____ DATA

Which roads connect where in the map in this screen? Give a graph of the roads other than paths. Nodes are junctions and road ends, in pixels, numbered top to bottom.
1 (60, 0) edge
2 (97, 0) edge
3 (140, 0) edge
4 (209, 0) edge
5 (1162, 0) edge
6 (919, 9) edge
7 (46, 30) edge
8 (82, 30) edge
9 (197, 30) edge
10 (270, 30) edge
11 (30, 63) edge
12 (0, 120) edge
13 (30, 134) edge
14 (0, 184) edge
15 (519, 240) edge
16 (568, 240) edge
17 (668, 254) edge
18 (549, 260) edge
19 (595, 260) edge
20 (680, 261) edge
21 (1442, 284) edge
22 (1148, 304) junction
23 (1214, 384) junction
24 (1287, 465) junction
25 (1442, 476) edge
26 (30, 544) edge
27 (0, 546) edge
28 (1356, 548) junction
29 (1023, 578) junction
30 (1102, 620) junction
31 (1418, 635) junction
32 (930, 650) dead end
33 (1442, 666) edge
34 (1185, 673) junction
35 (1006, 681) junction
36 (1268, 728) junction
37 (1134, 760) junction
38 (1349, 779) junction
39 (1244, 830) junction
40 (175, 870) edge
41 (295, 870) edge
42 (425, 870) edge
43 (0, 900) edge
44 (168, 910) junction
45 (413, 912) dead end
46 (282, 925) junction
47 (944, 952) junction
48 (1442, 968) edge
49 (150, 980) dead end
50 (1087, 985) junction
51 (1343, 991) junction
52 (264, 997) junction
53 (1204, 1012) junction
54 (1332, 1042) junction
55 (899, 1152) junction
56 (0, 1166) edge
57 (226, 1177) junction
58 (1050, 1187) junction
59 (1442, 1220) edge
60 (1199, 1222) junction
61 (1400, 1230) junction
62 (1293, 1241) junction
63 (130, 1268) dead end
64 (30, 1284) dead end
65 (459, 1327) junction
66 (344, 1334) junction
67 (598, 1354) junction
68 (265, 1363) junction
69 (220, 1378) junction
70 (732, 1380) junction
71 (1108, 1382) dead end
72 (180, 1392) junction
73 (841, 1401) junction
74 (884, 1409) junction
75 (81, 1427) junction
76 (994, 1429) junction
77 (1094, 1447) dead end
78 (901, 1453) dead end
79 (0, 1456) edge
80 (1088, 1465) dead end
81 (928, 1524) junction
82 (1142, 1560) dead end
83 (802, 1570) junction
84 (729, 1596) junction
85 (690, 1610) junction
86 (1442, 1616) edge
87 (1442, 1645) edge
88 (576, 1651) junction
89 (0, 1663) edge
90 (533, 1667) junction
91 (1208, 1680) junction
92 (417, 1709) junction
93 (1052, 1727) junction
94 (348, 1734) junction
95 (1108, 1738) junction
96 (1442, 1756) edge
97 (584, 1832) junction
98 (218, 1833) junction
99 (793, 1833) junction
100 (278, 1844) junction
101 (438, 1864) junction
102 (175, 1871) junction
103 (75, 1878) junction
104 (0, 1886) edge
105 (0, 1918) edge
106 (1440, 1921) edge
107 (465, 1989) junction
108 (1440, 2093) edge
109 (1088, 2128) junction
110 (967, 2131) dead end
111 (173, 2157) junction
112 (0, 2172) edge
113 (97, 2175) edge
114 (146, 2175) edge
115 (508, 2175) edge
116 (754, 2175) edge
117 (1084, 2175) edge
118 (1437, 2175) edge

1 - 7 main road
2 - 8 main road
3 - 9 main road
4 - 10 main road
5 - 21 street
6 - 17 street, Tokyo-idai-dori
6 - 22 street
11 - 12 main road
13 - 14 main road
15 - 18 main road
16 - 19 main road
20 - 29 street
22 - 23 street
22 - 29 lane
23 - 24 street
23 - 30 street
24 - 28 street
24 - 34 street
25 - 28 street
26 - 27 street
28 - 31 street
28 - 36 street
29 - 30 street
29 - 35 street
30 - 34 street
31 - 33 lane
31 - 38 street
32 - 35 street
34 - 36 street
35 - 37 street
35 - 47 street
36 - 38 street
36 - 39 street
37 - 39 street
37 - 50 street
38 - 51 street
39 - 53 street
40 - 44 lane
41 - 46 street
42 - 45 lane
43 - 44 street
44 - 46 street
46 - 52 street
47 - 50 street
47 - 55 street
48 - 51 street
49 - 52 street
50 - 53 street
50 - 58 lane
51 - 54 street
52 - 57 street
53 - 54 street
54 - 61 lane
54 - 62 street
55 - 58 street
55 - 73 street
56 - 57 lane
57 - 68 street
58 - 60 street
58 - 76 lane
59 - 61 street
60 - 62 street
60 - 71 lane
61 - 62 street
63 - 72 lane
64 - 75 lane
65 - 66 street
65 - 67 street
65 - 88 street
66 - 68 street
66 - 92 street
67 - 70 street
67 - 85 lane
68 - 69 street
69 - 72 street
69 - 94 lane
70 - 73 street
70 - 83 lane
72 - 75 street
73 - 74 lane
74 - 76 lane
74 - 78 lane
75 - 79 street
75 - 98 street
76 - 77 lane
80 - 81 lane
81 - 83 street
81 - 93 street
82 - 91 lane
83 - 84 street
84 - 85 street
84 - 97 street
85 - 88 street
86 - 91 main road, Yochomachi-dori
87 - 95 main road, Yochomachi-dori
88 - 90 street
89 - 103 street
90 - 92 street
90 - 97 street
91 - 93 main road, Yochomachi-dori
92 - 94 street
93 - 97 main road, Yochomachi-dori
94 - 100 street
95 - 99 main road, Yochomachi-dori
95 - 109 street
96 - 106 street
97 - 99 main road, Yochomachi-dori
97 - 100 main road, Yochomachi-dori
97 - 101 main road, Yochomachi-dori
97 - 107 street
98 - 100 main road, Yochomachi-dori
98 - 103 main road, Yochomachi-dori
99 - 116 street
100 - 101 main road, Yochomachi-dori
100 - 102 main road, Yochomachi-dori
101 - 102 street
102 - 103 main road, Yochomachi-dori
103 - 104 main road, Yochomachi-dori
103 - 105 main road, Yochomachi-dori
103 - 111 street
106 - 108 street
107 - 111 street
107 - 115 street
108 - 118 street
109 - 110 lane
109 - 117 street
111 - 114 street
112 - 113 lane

________

> _WHAT THE TASK REQUIRES_: Print out every entry, keeping each one exact.

> _EXERCISE RESPONSE_:
Which roads connect where in the map in this screen? Give a graph of the roads other than paths. Nodes are junctions and road ends, in pixels, numbered top to bottom.
1 (60, 0) edge
2 (97, 0) edge
3 (140, 0) edge
4 (209, 0) edge
5 (1162, 0) edge
6 (919, 9) edge
7 (46, 30) edge
8 (82, 30) edge
9 (197, 30) edge
10 (270, 30) edge
11 (30, 63) edge
12 (0, 120) edge
13 (30, 134) edge
14 (0, 184) edge
15 (519, 240) edge
16 (568, 240) edge
17 (668, 254) edge
18 (549, 260) edge
19 (595, 260) edge
20 (680, 261) edge
21 (1442, 284) edge
22 (1148, 304) junction
23 (1214, 384) junction
24 (1287, 465) junction
25 (1442, 476) edge
26 (30, 544) edge
27 (0, 546) edge
28 (1356, 548) junction
29 (1023, 578) junction
30 (1102, 620) junction
31 (1418, 635) junction
32 (930, 650) dead end
33 (1442, 666) edge
34 (1185, 673) junction
35 (1006, 681) junction
36 (1268, 728) junction
37 (1134, 760) junction
38 (1349, 779) junction
39 (1244, 830) junction
40 (175, 870) edge
41 (295, 870) edge
42 (425, 870) edge
43 (0, 900) edge
44 (168, 910) junction
45 (413, 912) dead end
46 (282, 925) junction
47 (944, 952) junction
48 (1442, 968) edge
49 (150, 980) dead end
50 (1087, 985) junction
51 (1343, 991) junction
52 (264, 997) junction
53 (1204, 1012) junction
54 (1332, 1042) junction
55 (899, 1152) junction
56 (0, 1166) edge
57 (226, 1177) junction
58 (1050, 1187) junction
59 (1442, 1220) edge
60 (1199, 1222) junction
61 (1400, 1230) junction
62 (1293, 1241) junction
63 (130, 1268) dead end
64 (30, 1284) dead end
65 (459, 1327) junction
66 (344, 1334) junction
67 (598, 1354) junction
68 (265, 1363) junction
69 (220, 1378) junction
70 (732, 1380) junction
71 (1108, 1382) dead end
72 (180, 1392) junction
73 (841, 1401) junction
74 (884, 1409) junction
75 (81, 1427) junction
76 (994, 1429) junction
77 (1094, 1447) dead end
78 (901, 1453) dead end
79 (0, 1456) edge
80 (1088, 1465) dead end
81 (928, 1524) junction
82 (1142, 1560) dead end
83 (802, 1570) junction
84 (729, 1596) junction
85 (690, 1610) junction
86 (1442, 1616) edge
87 (1442, 1645) edge
88 (576, 1651) junction
89 (0, 1663) edge
90 (533, 1667) junction
91 (1208, 1680) junction
92 (417, 1709) junction
93 (1052, 1727) junction
94 (348, 1734) junction
95 (1108, 1738) junction
96 (1442, 1756) edge
97 (584, 1832) junction
98 (218, 1833) junction
99 (793, 1833) junction
100 (278, 1844) junction
101 (438, 1864) junction
102 (175, 1871) junction
103 (75, 1878) junction
104 (0, 1886) edge
105 (0, 1918) edge
106 (1440, 1921) edge
107 (465, 1989) junction
108 (1440, 2093) edge
109 (1088, 2128) junction
110 (967, 2131) dead end
111 (173, 2157) junction
112 (0, 2172) edge
113 (97, 2175) edge
114 (146, 2175) edge
115 (508, 2175) edge
116 (754, 2175) edge
117 (1084, 2175) edge
118 (1437, 2175) edge

1 - 7 main road
2 - 8 main road
3 - 9 main road
4 - 10 main road
5 - 21 street
6 - 17 street, Tokyo-idai-dori
6 - 22 street
11 - 12 main road
13 - 14 main road
15 - 18 main road
16 - 19 main road
20 - 29 street
22 - 23 street
22 - 29 lane
23 - 24 street
23 - 30 street
24 - 28 street
24 - 34 street
25 - 28 street
26 - 27 street
28 - 31 street
28 - 36 street
29 - 30 street
29 - 35 street
30 - 34 street
31 - 33 lane
31 - 38 street
32 - 35 street
34 - 36 street
35 - 37 street
35 - 47 street
36 - 38 street
36 - 39 street
37 - 39 street
37 - 50 street
38 - 51 street
39 - 53 street
40 - 44 lane
41 - 46 street
42 - 45 lane
43 - 44 street
44 - 46 street
46 - 52 street
47 - 50 street
47 - 55 street
48 - 51 street
49 - 52 street
50 - 53 street
50 - 58 lane
51 - 54 street
52 - 57 street
53 - 54 street
54 - 61 lane
54 - 62 street
55 - 58 street
55 - 73 street
56 - 57 lane
57 - 68 street
58 - 60 street
58 - 76 lane
59 - 61 street
60 - 62 street
60 - 71 lane
61 - 62 street
63 - 72 lane
64 - 75 lane
65 - 66 street
65 - 67 street
65 - 88 street
66 - 68 street
66 - 92 street
67 - 70 street
67 - 85 lane
68 - 69 street
69 - 72 street
69 - 94 lane
70 - 73 street
70 - 83 lane
72 - 75 street
73 - 74 lane
74 - 76 lane
74 - 78 lane
75 - 79 street
75 - 98 street
76 - 77 lane
80 - 81 lane
81 - 83 street
81 - 93 street
82 - 91 lane
83 - 84 street
84 - 85 street
84 - 97 street
85 - 88 street
86 - 91 main road, Yochomachi-dori
87 - 95 main road, Yochomachi-dori
88 - 90 street
89 - 103 street
90 - 92 street
90 - 97 street
91 - 93 main road, Yochomachi-dori
92 - 94 street
93 - 97 main road, Yochomachi-dori
94 - 100 street
95 - 99 main road, Yochomachi-dori
95 - 109 street
96 - 106 street
97 - 99 main road, Yochomachi-dori
97 - 100 main road, Yochomachi-dori
97 - 101 main road, Yochomachi-dori
97 - 107 street
98 - 100 main road, Yochomachi-dori
98 - 103 main road, Yochomachi-dori
99 - 116 street
100 - 101 main road, Yochomachi-dori
100 - 102 main road, Yochomachi-dori
101 - 102 street
102 - 103 main road, Yochomachi-dori
103 - 104 main road, Yochomachi-dori
103 - 105 main road, Yochomachi-dori
103 - 111 street
106 - 108 street
107 - 111 street
107 - 115 street
108 - 118 street
109 - 110 lane
109 - 117 street
111 - 114 street
112 - 113 lane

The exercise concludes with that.